→ **RECORD SET**

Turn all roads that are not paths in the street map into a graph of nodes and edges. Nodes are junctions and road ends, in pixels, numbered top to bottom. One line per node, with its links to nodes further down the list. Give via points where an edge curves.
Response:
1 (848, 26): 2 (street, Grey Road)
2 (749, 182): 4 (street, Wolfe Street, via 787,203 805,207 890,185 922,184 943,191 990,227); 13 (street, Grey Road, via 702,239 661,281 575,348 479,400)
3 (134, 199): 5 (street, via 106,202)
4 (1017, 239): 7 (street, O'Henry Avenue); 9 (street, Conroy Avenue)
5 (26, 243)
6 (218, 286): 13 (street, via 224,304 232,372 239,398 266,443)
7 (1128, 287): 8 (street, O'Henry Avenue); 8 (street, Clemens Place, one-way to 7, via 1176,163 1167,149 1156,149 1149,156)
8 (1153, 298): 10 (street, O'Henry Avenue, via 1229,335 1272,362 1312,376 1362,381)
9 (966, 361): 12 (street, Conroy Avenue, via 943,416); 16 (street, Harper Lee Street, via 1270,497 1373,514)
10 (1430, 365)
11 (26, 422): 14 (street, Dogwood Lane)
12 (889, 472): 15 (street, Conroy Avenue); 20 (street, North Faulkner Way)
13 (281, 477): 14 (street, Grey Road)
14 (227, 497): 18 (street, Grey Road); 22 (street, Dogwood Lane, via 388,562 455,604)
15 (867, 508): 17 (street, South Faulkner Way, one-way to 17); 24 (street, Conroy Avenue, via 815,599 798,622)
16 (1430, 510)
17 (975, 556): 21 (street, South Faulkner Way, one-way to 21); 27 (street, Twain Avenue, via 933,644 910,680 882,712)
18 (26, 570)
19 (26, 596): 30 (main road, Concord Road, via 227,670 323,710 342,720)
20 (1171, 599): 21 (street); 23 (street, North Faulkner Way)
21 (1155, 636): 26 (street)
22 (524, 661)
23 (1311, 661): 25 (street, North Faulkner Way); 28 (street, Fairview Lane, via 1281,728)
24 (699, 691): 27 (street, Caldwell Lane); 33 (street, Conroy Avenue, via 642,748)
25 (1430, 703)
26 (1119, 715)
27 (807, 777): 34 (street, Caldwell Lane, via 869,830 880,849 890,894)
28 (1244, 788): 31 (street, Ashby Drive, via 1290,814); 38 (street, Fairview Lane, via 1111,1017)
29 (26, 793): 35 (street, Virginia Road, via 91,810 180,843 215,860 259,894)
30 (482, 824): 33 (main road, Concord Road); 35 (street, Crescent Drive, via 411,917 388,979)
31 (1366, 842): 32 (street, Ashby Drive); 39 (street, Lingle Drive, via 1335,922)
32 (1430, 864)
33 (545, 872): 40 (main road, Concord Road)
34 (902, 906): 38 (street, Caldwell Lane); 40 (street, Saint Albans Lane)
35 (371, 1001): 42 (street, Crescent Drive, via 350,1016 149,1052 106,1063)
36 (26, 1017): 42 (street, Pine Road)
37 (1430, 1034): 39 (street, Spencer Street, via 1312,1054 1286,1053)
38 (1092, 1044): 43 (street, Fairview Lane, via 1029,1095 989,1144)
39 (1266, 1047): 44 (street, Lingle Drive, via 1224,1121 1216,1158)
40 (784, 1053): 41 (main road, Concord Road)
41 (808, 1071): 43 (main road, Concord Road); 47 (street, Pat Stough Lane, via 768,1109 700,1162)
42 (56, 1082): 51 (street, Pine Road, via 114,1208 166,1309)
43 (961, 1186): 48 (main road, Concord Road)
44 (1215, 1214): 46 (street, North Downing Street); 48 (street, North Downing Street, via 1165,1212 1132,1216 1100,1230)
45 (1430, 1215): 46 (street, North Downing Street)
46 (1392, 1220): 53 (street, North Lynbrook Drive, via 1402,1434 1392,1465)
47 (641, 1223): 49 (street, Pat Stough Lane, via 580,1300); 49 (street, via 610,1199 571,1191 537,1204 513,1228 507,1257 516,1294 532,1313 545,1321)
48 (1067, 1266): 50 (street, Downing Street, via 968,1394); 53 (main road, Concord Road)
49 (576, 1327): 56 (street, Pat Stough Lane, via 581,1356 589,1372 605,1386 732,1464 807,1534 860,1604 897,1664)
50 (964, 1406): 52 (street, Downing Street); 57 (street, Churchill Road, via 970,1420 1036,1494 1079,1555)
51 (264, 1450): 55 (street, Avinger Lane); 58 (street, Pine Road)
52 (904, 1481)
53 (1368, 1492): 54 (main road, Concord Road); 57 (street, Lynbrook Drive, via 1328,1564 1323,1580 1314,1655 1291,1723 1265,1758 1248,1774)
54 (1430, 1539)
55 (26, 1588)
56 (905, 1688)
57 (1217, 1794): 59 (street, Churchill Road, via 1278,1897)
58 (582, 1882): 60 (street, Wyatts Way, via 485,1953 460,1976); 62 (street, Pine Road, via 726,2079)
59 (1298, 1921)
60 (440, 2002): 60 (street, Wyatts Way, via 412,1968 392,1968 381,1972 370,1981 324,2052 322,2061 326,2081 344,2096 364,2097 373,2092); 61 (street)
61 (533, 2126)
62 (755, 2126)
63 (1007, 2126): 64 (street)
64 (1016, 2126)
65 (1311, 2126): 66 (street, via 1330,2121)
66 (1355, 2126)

→ **WORK INSTRUCTION**
From the listing, copy each line containing the word "Dogwood".

→ **ANSWER TO THIS PROBLEM**
11 (26, 422): 14 (street, Dogwood Lane)
14 (227, 497): 18 (street, Grey Road); 22 (street, Dogwood Lane, via 388,562 455,604)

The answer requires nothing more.